* **Work required**:
Search the data below for the string "main". Extract every line that contains it.

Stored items

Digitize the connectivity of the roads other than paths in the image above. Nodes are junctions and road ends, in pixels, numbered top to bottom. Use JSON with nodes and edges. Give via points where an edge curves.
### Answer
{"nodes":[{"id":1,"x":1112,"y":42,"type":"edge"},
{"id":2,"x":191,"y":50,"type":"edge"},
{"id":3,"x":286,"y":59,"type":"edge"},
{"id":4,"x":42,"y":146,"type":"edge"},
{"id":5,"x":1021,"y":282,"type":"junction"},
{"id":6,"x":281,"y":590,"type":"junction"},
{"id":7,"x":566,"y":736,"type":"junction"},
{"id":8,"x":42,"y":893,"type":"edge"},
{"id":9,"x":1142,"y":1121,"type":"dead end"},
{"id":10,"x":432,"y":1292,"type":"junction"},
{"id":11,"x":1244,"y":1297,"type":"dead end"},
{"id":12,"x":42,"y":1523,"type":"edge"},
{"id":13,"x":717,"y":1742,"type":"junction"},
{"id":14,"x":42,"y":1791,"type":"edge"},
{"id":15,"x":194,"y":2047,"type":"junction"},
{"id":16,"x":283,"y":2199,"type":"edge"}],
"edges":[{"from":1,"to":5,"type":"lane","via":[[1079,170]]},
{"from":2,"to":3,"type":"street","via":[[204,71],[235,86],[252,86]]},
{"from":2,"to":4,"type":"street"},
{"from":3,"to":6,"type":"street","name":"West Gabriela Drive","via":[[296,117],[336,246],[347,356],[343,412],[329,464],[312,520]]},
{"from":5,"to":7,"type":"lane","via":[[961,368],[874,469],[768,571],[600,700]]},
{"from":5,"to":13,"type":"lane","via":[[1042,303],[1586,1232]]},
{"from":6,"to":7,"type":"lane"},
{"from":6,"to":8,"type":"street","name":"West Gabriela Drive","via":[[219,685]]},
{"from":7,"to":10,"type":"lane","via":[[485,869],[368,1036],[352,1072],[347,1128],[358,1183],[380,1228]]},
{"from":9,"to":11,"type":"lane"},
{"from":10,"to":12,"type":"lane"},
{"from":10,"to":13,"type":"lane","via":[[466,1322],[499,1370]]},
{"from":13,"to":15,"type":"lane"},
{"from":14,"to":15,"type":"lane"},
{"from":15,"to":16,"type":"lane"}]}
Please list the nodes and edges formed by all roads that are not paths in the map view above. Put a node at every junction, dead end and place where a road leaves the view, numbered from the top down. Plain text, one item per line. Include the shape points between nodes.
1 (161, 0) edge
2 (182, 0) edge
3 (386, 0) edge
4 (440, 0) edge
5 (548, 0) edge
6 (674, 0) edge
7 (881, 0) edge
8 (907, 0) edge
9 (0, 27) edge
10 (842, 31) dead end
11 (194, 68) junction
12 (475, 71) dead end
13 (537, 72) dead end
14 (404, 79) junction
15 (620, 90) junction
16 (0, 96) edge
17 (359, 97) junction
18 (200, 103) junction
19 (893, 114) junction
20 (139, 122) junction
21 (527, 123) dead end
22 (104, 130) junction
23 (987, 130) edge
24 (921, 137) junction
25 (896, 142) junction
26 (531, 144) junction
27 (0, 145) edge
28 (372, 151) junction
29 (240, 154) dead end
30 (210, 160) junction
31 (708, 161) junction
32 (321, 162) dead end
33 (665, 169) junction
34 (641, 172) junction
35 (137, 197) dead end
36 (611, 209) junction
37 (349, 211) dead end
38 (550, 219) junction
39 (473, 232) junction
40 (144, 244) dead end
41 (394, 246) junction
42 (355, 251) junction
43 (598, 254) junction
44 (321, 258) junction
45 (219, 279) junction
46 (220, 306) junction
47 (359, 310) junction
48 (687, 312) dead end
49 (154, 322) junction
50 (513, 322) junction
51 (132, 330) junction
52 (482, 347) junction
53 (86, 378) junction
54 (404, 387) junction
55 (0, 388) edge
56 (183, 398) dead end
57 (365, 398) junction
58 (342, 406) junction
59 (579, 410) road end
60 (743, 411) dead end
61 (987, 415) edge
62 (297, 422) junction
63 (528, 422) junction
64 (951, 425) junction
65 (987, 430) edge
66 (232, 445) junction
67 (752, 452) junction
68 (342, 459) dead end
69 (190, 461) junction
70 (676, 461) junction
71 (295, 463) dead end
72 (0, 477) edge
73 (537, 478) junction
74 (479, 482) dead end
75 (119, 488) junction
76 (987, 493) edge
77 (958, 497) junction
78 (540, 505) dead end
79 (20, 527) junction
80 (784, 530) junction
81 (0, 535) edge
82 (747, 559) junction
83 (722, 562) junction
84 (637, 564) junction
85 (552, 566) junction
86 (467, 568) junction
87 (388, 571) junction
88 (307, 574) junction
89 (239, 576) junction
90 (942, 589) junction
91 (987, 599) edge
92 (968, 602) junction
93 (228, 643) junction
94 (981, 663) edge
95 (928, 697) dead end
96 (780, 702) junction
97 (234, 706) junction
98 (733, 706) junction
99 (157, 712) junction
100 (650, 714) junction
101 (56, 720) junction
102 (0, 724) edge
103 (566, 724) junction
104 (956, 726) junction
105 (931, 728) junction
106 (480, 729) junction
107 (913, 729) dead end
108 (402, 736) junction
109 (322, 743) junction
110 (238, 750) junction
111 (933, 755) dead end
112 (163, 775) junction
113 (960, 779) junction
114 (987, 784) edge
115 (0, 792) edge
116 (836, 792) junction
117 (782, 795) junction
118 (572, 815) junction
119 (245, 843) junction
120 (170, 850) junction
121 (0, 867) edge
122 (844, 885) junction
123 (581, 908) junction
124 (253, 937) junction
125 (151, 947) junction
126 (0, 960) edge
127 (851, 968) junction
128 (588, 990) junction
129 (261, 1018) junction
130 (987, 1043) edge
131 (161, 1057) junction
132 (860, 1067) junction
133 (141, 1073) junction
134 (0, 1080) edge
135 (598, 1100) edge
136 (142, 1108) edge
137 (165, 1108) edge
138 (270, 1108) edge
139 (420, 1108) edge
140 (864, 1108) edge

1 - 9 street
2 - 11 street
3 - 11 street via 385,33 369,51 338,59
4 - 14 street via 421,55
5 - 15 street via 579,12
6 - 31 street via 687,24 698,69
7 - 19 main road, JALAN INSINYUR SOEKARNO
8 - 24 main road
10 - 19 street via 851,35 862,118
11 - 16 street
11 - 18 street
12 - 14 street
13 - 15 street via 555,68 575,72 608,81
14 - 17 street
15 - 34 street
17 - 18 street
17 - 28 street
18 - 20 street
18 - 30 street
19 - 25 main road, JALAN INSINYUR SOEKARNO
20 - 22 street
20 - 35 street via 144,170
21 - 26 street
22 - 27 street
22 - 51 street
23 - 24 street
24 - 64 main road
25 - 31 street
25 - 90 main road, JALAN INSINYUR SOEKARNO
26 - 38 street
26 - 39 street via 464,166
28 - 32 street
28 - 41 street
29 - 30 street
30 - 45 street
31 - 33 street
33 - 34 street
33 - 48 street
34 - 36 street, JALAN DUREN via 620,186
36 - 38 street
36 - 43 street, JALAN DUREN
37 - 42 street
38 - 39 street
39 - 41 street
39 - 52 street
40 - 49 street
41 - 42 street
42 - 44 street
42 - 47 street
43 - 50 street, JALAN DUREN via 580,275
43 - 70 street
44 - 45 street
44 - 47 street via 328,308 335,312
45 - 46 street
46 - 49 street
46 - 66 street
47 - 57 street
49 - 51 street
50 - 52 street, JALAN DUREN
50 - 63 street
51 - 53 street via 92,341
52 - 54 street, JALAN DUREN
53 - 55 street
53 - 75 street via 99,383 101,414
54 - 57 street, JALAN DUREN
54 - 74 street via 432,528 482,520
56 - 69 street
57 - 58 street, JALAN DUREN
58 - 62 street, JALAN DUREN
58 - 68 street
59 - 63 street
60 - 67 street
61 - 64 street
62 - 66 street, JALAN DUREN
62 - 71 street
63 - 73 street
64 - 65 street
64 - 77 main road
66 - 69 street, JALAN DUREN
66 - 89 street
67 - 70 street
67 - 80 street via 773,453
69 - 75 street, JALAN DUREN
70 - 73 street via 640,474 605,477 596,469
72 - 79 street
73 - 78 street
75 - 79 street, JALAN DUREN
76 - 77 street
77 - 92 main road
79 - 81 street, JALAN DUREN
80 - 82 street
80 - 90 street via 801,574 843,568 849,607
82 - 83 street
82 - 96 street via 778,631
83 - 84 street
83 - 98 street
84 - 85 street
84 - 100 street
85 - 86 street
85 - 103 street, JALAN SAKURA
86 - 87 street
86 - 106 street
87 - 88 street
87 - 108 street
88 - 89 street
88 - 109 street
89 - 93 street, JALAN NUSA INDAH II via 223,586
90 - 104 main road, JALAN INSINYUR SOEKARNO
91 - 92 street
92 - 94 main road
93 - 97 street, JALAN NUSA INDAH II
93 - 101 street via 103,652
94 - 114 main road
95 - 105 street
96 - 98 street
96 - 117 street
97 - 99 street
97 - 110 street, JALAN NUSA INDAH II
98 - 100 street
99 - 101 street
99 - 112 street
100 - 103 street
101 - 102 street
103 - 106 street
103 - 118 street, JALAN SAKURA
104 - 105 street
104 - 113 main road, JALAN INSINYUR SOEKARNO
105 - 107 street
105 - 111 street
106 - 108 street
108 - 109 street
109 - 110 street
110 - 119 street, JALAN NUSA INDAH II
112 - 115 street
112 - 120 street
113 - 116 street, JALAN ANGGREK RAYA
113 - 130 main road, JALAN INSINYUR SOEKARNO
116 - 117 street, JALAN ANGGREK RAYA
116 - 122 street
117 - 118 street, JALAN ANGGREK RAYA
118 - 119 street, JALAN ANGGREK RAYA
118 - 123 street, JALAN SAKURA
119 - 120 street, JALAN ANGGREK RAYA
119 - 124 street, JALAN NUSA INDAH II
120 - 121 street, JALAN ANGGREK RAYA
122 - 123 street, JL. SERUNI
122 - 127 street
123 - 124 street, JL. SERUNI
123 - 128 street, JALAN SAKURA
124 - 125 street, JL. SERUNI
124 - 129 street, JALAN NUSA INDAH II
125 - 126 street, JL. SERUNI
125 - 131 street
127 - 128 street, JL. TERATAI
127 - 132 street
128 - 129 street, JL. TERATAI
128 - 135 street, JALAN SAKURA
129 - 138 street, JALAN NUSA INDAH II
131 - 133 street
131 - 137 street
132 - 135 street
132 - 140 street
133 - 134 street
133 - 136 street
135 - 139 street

* **Answer for the task**:
7 - 19 main road, JALAN INSINYUR SOEKARNO
8 - 24 main road
19 - 25 main road, JALAN INSINYUR SOEKARNO
24 - 64 main road
25 - 90 main road, JALAN INSINYUR SOEKARNO
64 - 77 main road
77 - 92 main road
90 - 104 main road, JALAN INSINYUR SOEKARNO
92 - 94 main road
94 - 114 main road
104 - 113 main road, JALAN INSINYUR SOEKARNO
113 - 130 main road, JALAN INSINYUR SOEKARNO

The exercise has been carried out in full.